You must add internal tests, too. Avoid the pattern:
doSomethingBad(T * t)
{
if(t == NULL) return ;
// do the processing.
}
This is very bad design because the error is there, and you just avoid it, this time. But the next function without this guard will crash. Better to crash sooner to be nearer from the error.
Instead, on Windows (there must be a similar API on MacOS)
doSomethingBad(T * t)
{
if(t == NULL) ::DebugBreak() ; // it will call the debugger
// do the processing.
}
(don't use this code directly... Put it in a define to avoid delivering it to a client...)
You can choose the error API that suits you (exceptions, DebugBreak, assert, etc.), but use it to stop the moment the code knows something's wrong.
Avoid the C API whenever possible. Use C++ idioms (RAII, etc.) and libraries.
Etc..
P.S.: If you use exceptions (which is a good choice), don't hide them inside a catch. You'll only make your problem worse because the error is there, but the program will try to continue and will probably crash sometimes after, and corrupt anything it touches in the mean time.
You can always add exception handling to your program to catch these kinds of faults and ignore them (though the details are platform specific) ... but that is very much a two edged sword.

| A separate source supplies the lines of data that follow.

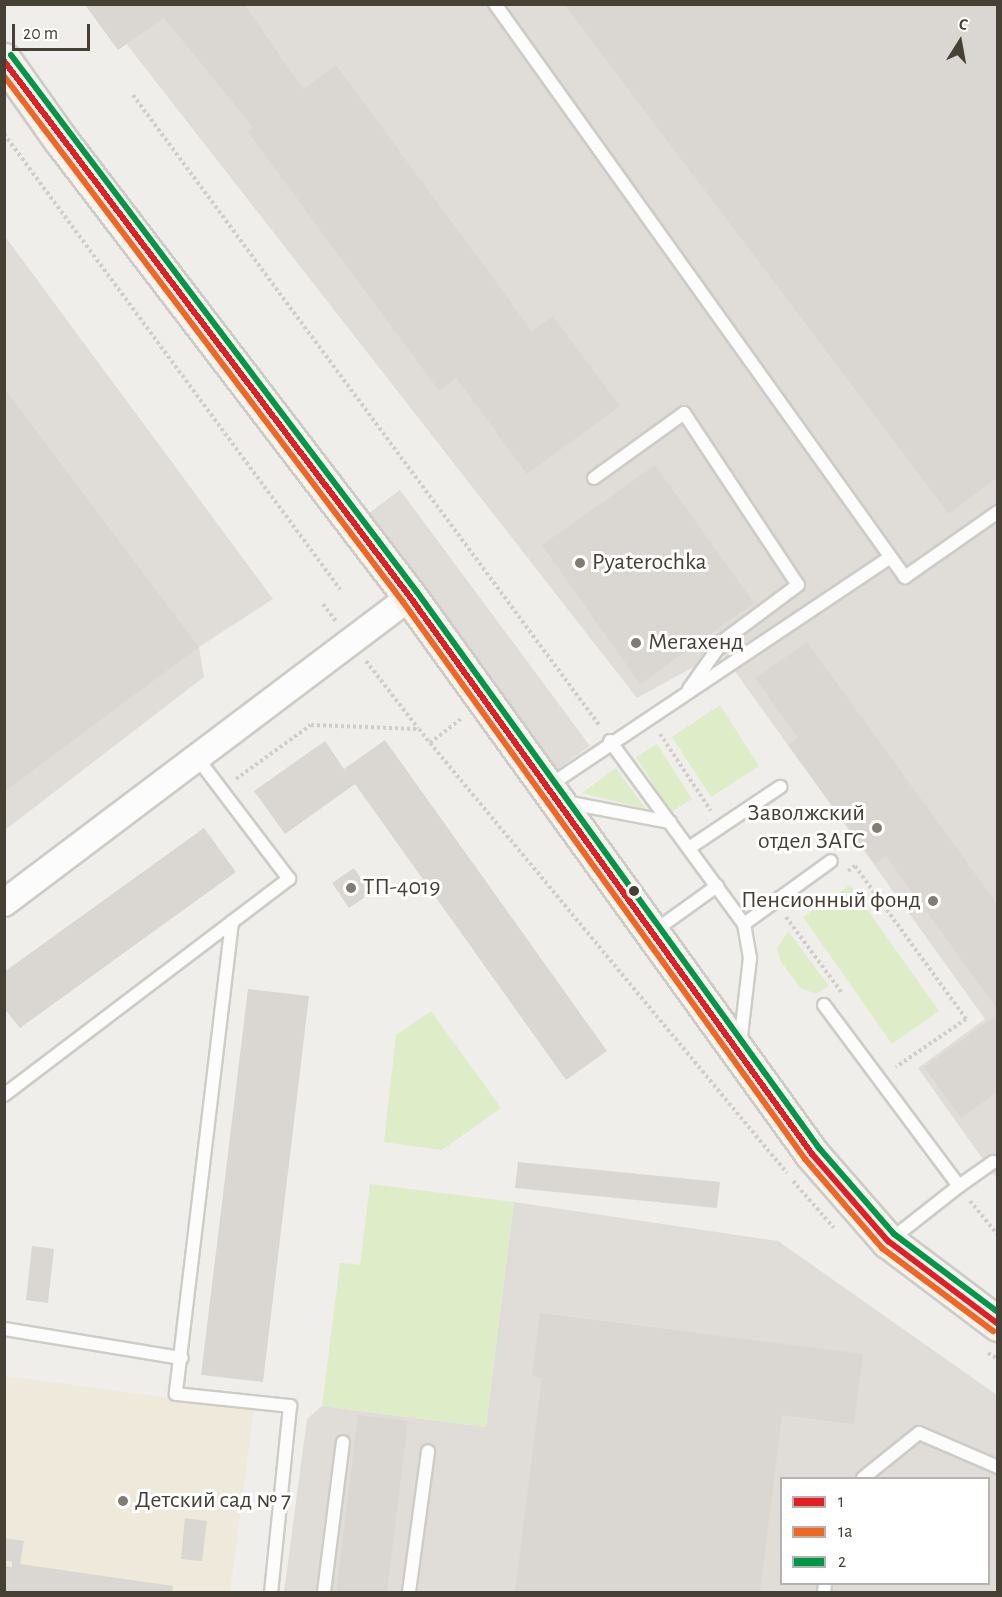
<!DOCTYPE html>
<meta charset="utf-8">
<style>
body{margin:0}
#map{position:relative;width:1002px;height:1597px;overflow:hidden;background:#f0eeea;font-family:"Alegreya Sans",sans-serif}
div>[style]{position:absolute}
.industrial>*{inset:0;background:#e0ddd8}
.education>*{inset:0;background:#efe9db}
.green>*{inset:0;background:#deecc8}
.parking>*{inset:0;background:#e0ddd9}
.building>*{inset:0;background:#dad7d2}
.path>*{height:4px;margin-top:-2px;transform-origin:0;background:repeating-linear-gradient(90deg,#d1ceca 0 3px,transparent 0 6px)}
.roads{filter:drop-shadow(2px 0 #ceccc7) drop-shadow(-2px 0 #ceccc7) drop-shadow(0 2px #ceccc7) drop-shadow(0 -2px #ceccc7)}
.lane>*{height:12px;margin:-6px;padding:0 6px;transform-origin:6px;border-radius:6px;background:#fdfcfc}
.street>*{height:26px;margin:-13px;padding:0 13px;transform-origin:13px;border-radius:13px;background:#fdfcfc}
.secondary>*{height:33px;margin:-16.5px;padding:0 16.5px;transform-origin:16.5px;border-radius:16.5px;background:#f7f4ee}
.bus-1>*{height:6px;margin:-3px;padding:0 3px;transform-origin:3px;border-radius:3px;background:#e31e25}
.bus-2>*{height:6px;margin:-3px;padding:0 3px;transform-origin:3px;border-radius:3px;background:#f26522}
.bus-3>*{height:6px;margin:-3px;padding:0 3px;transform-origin:3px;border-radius:3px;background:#009746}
.dots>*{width:16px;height:16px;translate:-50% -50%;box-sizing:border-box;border:3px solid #fff;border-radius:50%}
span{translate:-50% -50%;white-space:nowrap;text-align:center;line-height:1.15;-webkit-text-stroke:6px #fff;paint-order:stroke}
.poi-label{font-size:24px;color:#474035}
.left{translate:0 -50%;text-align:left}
.right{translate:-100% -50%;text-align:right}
.frame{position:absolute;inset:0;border:6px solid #474035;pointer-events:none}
.legend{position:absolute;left:780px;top:1477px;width:210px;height:108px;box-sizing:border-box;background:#fff;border:2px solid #b5b3ae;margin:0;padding:8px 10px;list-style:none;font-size:18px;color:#474035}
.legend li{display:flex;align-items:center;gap:12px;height:30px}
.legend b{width:30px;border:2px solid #b5b3ae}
.north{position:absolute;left:930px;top:12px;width:60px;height:60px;-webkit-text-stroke:4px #fff;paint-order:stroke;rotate:11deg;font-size:16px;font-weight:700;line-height:24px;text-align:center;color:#474035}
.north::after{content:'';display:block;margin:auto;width:21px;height:27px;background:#474035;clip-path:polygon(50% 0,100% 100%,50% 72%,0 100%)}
.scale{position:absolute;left:12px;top:24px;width:78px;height:27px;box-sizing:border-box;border:3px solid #474035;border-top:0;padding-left:8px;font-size:18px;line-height:21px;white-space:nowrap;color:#474035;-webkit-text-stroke:4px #fff;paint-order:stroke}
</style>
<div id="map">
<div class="industrial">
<i style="clip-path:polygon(96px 5px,997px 5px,997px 1179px,918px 1068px,985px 1019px,721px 652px,637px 698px)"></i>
<i style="clip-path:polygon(4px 235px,273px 599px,199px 647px,204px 677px,5px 830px)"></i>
<i style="clip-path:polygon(evenodd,514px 1202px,778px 1241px,997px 1395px,997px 1592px,284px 1592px,307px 1419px,322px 1406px,486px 1427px,514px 1202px,782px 1478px,988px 1478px,988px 1584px,782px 1584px,782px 1478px)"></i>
</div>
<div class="education">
<i style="clip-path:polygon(5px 1376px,254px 1409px,230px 1592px,5px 1592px)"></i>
</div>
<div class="green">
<i style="clip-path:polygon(720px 705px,759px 766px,711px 797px,672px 737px)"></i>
<i style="clip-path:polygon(657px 744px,692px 799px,671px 812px,636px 757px)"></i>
<i style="clip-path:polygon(616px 768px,646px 809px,582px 793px)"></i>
<i style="clip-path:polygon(850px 885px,939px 1011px,892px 1044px,803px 917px)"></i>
<i style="clip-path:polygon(788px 931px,829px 986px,816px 994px,801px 988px,781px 962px,777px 949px)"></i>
<i style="clip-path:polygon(431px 1011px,501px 1108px,442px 1150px,384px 1142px,396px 1035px)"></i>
<i style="clip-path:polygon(370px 1184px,514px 1202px,486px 1427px,322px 1406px,340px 1263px,360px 1265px)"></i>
</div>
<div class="parking">
<i style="clip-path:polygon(400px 490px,590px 746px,555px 771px,365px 516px)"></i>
</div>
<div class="building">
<i style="clip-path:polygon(564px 4px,998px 4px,998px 477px,949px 514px)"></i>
<i style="clip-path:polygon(85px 5px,245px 5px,303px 89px,336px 65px,532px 331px,553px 316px,620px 406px,527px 474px,456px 378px,439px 391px,247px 131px,253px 127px,164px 18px,118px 50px)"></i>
<i style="clip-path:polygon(4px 388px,199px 647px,4px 792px)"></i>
<i style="clip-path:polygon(655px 465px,754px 603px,640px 684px,542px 545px)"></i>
<i style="clip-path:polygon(807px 642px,998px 905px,998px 1010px,886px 856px,875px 864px,788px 745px,798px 738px,755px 678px)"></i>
<i style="clip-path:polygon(385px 740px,607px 1051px,566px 1080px,355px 784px,285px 834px,254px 791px,325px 741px,344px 769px)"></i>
<i style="clip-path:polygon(204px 828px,236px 872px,20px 1028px,4px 1008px,4px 972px)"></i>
<i style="clip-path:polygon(354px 868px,371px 893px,349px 908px,332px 883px)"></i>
<i style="clip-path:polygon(248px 989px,309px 996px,263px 1382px,201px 1375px)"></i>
<i style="clip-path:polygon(998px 1014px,998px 1092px,961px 1118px,924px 1067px)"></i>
<i style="clip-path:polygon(518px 1162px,720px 1182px,717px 1208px,515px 1188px)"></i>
<i style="clip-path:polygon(32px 1246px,54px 1249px,48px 1303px,26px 1300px)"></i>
<i style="clip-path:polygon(540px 1313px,863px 1354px,854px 1424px,782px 1415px,760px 1592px,515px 1592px,542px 1378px,532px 1376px)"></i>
<i style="clip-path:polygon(358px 1415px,408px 1421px,387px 1592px,336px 1592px)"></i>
<i style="clip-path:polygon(185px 1518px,207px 1521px,202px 1561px,181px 1559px)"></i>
<i style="clip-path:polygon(4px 1538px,24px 1541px,20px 1564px,173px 1586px,172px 1592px,4px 1592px,6px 1566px,12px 1567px,12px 1562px,4px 1560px)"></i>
</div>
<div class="path">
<i style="left:133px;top:95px;width:785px;rotate:53.5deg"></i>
<i style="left:4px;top:134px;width:566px;rotate:53.56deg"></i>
<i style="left:323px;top:604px;width:21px;rotate:53deg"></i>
<i style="left:366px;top:661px;width:85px;rotate:52.2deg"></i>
<i style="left:660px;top:734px;width:92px;rotate:56.5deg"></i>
<i style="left:430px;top:743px;width:559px;rotate:50.3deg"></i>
<i style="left:236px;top:779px;width:92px;rotate:-35.8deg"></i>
<i style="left:311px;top:725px;width:108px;rotate:2.1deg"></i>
<i style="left:419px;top:729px;width:18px;rotate:52deg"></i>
<i style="left:430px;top:743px;width:41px;rotate:-38deg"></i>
<i style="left:848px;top:871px;width:9px;rotate:-36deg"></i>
<i style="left:855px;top:866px;width:189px;rotate:54deg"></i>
<i style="left:966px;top:1019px;width:85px;rotate:145.6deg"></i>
<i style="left:786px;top:917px;width:94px;rotate:53.6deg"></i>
<i style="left:793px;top:1181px;width:62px;rotate:48.9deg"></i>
<i style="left:970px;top:1201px;width:44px;rotate:50.5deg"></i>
<i style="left:988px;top:1353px;width:12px;rotate:31deg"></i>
</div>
<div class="roads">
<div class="lane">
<i style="left:495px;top:4px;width:705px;rotate:54.42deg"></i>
<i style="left:905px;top:577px;width:113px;rotate:-35deg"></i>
<i style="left:594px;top:478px;width:111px;rotate:-35.8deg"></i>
<i style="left:684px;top:413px;width:206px;rotate:56.5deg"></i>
<i style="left:798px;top:585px;width:94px;rotate:143.3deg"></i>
<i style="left:723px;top:641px;width:59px;rotate:125.3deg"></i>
<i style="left:610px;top:741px;width:227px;rotate:53.8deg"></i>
<i style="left:744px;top:924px;width:35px;rotate:80deg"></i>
<i style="left:750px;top:958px;width:87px;rotate:96.6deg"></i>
<i style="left:547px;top:787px;width:413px;rotate:-33.8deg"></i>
<i style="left:565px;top:802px;width:107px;rotate:10.8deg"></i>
<i style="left:689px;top:848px;width:110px;rotate:-33.8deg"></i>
<i style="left:232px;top:922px;width:475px;rotate:96.8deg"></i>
<i style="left:176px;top:1394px;width:115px;rotate:6deg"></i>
<i style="left:290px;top:1406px;width:187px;rotate:95.8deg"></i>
<i style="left:744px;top:924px;width:107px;rotate:-35.9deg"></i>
<i style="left:653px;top:932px;width:79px;rotate:-35.7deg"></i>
<i style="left:824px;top:1005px;width:226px;rotate:53.3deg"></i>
<i style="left:959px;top:1186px;width:89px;rotate:141.8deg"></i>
<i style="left:4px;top:1095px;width:358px;rotate:-37.2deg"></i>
<i style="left:289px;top:879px;width:151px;rotate:-127.2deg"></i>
<i style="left:959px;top:1186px;width:42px;rotate:-35.2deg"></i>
<i style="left:4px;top:1329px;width:180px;rotate:9.3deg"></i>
<i style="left:863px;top:1478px;width:72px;rotate:-38.8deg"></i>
<i style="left:919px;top:1433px;width:86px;rotate:23.3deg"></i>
<i style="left:324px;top:1592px;width:151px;rotate:-82.8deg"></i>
<i style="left:409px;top:1592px;width:142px;rotate:-82.3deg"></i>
<i style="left:824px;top:1592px;width:8px;rotate:-83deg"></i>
</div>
<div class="street">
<i style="left:4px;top:903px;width:508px;rotate:-37.01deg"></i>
</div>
<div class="secondary">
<i style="left:4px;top:60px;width:97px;rotate:54.7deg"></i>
<i style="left:60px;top:139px;width:576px;rotate:52.61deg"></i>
<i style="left:410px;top:597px;width:687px;rotate:54.18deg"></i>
<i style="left:812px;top:1154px;width:116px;rotate:48.9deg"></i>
<i style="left:888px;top:1241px;width:138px;rotate:37deg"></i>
</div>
</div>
<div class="bus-1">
<i style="left:4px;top:61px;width:672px;rotate:52.86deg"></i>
<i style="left:410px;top:597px;width:687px;rotate:54.18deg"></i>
<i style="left:812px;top:1154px;width:116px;rotate:48.9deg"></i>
<i style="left:888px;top:1241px;width:138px;rotate:37deg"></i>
</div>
<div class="bus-2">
<i style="left:4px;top:76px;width:660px;rotate:52.82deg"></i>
<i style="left:403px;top:602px;width:687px;rotate:54.18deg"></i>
<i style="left:805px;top:1159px;width:118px;rotate:49.1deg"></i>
<i style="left:882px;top:1248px;width:139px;rotate:36.8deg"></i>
</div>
<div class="bus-3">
<i style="left:11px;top:55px;width:673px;rotate:52.91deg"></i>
<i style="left:417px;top:592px;width:686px;rotate:54.13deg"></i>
<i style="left:819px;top:1148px;width:114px;rotate:48.9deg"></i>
<i style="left:894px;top:1234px;width:130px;rotate:36.9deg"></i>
</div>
<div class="dots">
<i style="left:580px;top:563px;background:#827d74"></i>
<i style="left:636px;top:643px;background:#827d74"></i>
<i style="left:877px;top:828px;background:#827d74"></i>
<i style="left:351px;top:888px;background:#827d74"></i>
<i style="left:634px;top:891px;background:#474035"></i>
<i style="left:933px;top:901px;background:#827d74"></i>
<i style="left:123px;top:1501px;background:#827d74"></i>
</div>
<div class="poi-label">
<span class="left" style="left:592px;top:563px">Pyaterochka</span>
<span class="left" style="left:648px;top:643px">Мегахенд</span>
<span class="right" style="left:865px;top:828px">Заволжский<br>отдел ЗАГС</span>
<span class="left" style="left:363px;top:888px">ТП-4019</span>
<span class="right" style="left:921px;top:901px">Пенсионный фонд</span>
<span class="left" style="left:135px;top:1501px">Детский сад № 7</span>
</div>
<div class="frame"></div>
<ul class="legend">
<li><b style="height:8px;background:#e31e25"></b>1</li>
<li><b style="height:8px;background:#f26522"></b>1а</li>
<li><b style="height:8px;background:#009746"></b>2</li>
</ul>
<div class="north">С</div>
<div class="scale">20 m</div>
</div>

Instead consider having the program catch the exceptions and create dump files for analysis.
If your program has behaved in an unexpected way, what do you know about your internal state? Maybe the routine/thread that crashed has corrupted some key data structure? Maybe if you catch the error and try to continue the user will save whatever they are working on and commit the corruption to disk?
Beside writing more stable code, here's one idea that answers your question.
Whether you are using processes or threads. You can write a small / simple watchdog program. Then your other programs register with that watchdog. If any process dies, or a thread dies, it can be restarted by the watchdog. Of course you'll want to put in some test to make sure you don't keep restarting the same buggy thread. ie: restart it 5 times, then after the 5th, shutdown the whole program and log to file / syslog.
Build your app with debug symbols, then either add an exception handler or configure Dr Watson to generate crash dumps (run drwtsn32.exe /i to install it as the debugger, without the /i to pop the config dialog). When your app crashes, you can inspect where it went wrong in windbg or visual studio by seeing a callstack and variables.
google for symbol server for more info.
Obviously you can use exception handling to make it more robust and use smart pointers, but fixing the bugs is best.
I would recommend that you compile up a linux version and run it under Valgrind.
Valgrind will track memory leaks, uninitialized memory reads and many other code problems. I highly recommend it.
After over 15 years of Windows development I recently wrote my first cross-platform C++ app (Windows/Linux). Here's how:
STL
Boost. In particular the filesystem and thread libraries.
A browser based UI. The app 'does' HTTP, with the UI consisting of XHTML/CSS/JavaScript (Ajax style). These resources are embedded in the server code and served to the browser when required.
Copious unit testing. Not quite TDD, but close. This actually changed the way I develop.
I used NetBeans C++ for the Linux build and had a full Linux port in no time at all.
Build it with the idea that the only way to quit is for the program to crash and that it can crash at any time. When you build it that way, crashing will never/almost never lose any data. I read an article about it a year or two ago. Sadly, I don't have a link to it.
Combine that with some sort of crash dump and have it email you it so you can fix the problem.